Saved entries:
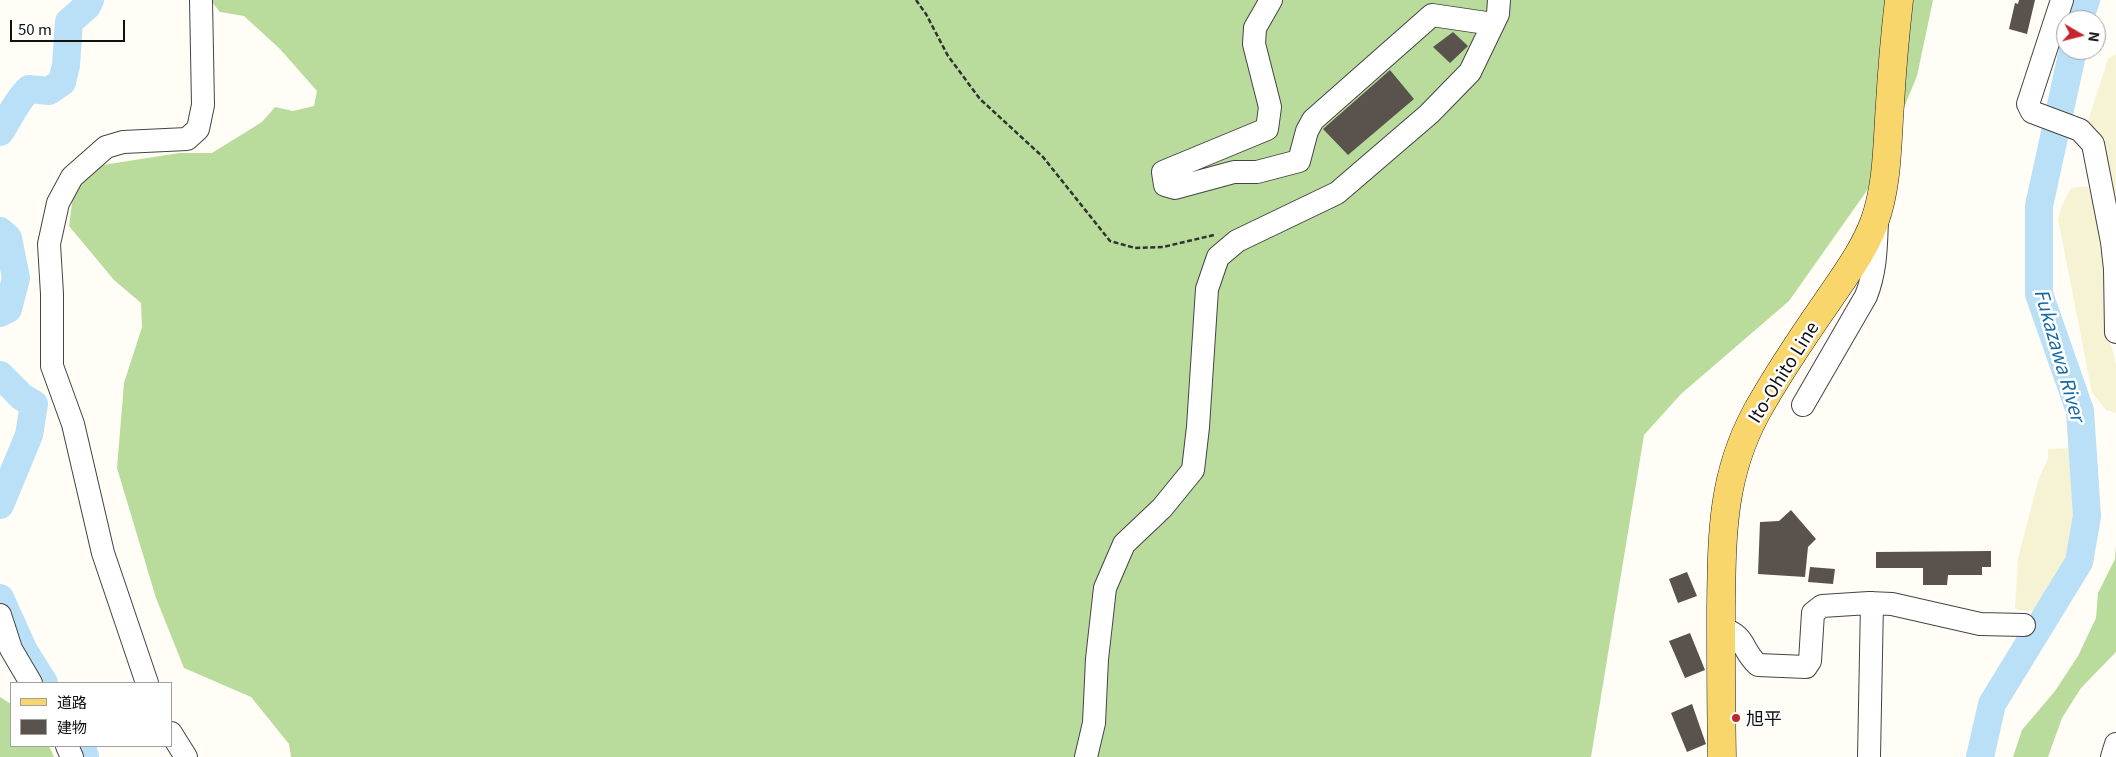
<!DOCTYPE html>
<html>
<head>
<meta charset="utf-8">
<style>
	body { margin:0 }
	#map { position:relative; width:2116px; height:757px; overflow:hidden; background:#fffdf5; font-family:Georgia,"Noto Sans JP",serif }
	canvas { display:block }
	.legend { position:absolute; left:10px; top:682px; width:162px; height:65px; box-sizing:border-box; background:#fff; border:1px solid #a0a0a0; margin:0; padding:6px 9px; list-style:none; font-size:15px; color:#111 }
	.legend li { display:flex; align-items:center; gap:10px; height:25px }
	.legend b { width:25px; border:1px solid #a0a0a0 }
	.north { position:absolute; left:2056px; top:10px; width:50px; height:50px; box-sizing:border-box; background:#fff; border:1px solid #a0a0a0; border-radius:50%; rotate:98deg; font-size:14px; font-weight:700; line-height:20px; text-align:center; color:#111 }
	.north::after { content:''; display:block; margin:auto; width:18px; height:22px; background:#c4262e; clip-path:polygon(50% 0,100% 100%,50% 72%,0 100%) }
	.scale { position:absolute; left:10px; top:20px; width:115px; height:22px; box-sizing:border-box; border:2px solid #111; border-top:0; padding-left:6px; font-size:15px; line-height:18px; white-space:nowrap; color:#111; -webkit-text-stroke:4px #fff; paint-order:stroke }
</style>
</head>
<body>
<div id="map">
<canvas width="2116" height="757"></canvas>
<ul class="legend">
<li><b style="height:6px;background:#f9d66b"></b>道路</li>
<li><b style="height:14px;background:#5a524d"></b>建物</li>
</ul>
<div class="north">N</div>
<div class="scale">50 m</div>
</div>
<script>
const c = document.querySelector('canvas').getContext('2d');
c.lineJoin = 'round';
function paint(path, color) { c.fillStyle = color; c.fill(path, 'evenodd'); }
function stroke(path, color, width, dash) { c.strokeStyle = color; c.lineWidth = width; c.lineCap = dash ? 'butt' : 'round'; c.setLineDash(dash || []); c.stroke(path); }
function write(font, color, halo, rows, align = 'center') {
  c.font = font + ' Georgia,"Noto Sans JP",serif'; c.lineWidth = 5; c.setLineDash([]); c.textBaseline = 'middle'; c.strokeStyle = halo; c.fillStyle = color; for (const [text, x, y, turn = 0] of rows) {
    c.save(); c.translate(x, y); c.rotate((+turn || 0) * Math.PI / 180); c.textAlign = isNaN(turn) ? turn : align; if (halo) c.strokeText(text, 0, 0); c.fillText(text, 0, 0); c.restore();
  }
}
paint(new Path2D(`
	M 2116,54 L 2116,222 L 2100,142 L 2095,130 L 2087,124 L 2108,59 Z
	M 2087,186 L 2097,204 L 2105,241 L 2109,336 L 2116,364 L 2116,413 L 2106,410 L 2092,393 L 2058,219 L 2063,203 L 2071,188 Z
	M 2070,448 L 2079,464 L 2084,516 L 2078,519 L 2074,554 L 2069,569 L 2035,610 L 2019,610 L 2015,608 L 2018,558 L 2038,481 L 2048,458 L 2048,449 Z`), '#f6f3d4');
paint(new Path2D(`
	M 210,0 L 1933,0 L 1917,76 L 1873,182 L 1789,301 L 1681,394 L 1644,435 L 1591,757 L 291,757 L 289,744 L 251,697 L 184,668 L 156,598 L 117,468 L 124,383 L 142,327 L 141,303 L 114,280 L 69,226 L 75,181 L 103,165 L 179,153 L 212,153 L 262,122 L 275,107 L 293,111 L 314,106 L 317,91 L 280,49 L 244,16 L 220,12 Z
	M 2116,545 L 2116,652 L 2081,688 L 2062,718 L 2048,757 L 2013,757 L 2022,730 L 2055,691 L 2078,656 L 2096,618 L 2098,593 L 2115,559 Z
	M 0,697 L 11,704 L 11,746 L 49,746 L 54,757 L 0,757 Z`), '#b9dc9c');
stroke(new Path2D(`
	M 2079,20 L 2086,0
	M 0,132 C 10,117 16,101 29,89 L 49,91 L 62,82 L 66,65 L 69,22 L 87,6 L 90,0
	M 0,231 L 8,238 L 16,278 L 8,309 L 0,313
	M 0,375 L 22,397 L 34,404 L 29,435 L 0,505
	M 0,598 L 24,651 L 44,683
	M 82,746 L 85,757
	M 1980,757 L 1992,704 L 2079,562 L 2087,516 L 2080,411 L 2039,294 L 2039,206 L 2073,50`), '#b9e0f7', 28);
paint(new Path2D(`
	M 2019,0 L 2035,0 L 2027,34 L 2009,29 L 2015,3 L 2018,4 Z
	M 1453,32 L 1468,46 L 1450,63 L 1433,47 Z
	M 1390,70 L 1414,99 L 1348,155 L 1323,129 Z
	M 1791,510 L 1816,539 L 1808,547 L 1805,577 L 1758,574 L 1760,522 L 1779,521 Z
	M 1991,551 L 1991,567 L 1982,567 L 1982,575 L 1948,575 L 1947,585 L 1923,585 L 1923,568 L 1876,568 L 1876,552 Z
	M 1810,567 L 1835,569 L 1833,584 L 1808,582 Z
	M 1687,572 L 1697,596 L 1678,603 L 1669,579 Z
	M 1690,633 L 1705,670 L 1685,678 L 1669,641 Z
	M 1692,704 L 1706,744 L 1687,752 L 1671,713 Z`), '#5a524d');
const minor = new Path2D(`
	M 1271,0 L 1255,28 L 1254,44 L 1270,107 L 1267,129 L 1163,172 L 1165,185 L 1175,188 L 1234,172 L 1257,172 L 1299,161 L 1307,131 L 1313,120 L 1432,15 L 1493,24
	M 2062,0 L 2028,104 L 2032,112 L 2080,130 L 2093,144 L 2112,242 L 2115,269 L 2116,332
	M 1803,405 L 1866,296 C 1876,271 1876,246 1877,220
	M 0,615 L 11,649 L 31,683
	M 1721,628 C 1748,637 1740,649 1758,665 L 1806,667 L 1810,661 L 1813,613 L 1822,606 L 1869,603 L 1892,604 L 1980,624 L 2024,625
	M 147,683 L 103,553 L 73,424 L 52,366 L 52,294 L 49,244 L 58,203 L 72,177 L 106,147 L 123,142 L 187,139 L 198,129 L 203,105 L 201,0
	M 171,733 L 186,757
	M 67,746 L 72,757
	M 1086,757 L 1094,723 L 1097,659 L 1105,588 L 1124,544 L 1162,508 L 1193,470 L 1198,427 L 1207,289 L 1218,257 L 1237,241 L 1337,193 L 1429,114 L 1470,72 L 1498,14 L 1499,0
	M 1869,757 L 1872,603
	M 2112,757 L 2116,744`);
const major = new Path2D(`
	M 1722,757 C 1721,707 1721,658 1721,609 C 1722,538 1721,478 1756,413 C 1777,375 1802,338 1827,302 C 1844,277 1863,252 1874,223 C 1888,185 1887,143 1890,104 C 1892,69 1895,35 1899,0`);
stroke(minor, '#444', 24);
stroke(major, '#222', 29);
stroke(new Path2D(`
	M 916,0 L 926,14 L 948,56 L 980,99 L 1043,157 L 1110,241 L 1135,248 L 1163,247 L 1214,235`), '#333', 2.5, [5, 2.5]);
stroke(minor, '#fff', 22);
stroke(major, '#f9d66b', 28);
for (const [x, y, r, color] of [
	[1736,718,5,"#c4262e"]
]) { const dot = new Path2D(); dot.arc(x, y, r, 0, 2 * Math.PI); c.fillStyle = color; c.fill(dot); stroke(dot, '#fff', 2); }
write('18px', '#111', '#fff', [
	["Ito-Ohito Line",1783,372,-58]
]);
write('18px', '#111', '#fff', [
	["旭平",1746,718]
], 'left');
write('italic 19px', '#1768a6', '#fff', [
	["Fukazawa River",2060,355,74]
]);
</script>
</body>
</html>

- _Task brief_
Return the number of lines in the records holding the string "setLineDash", without any other words.

- _Task result_
2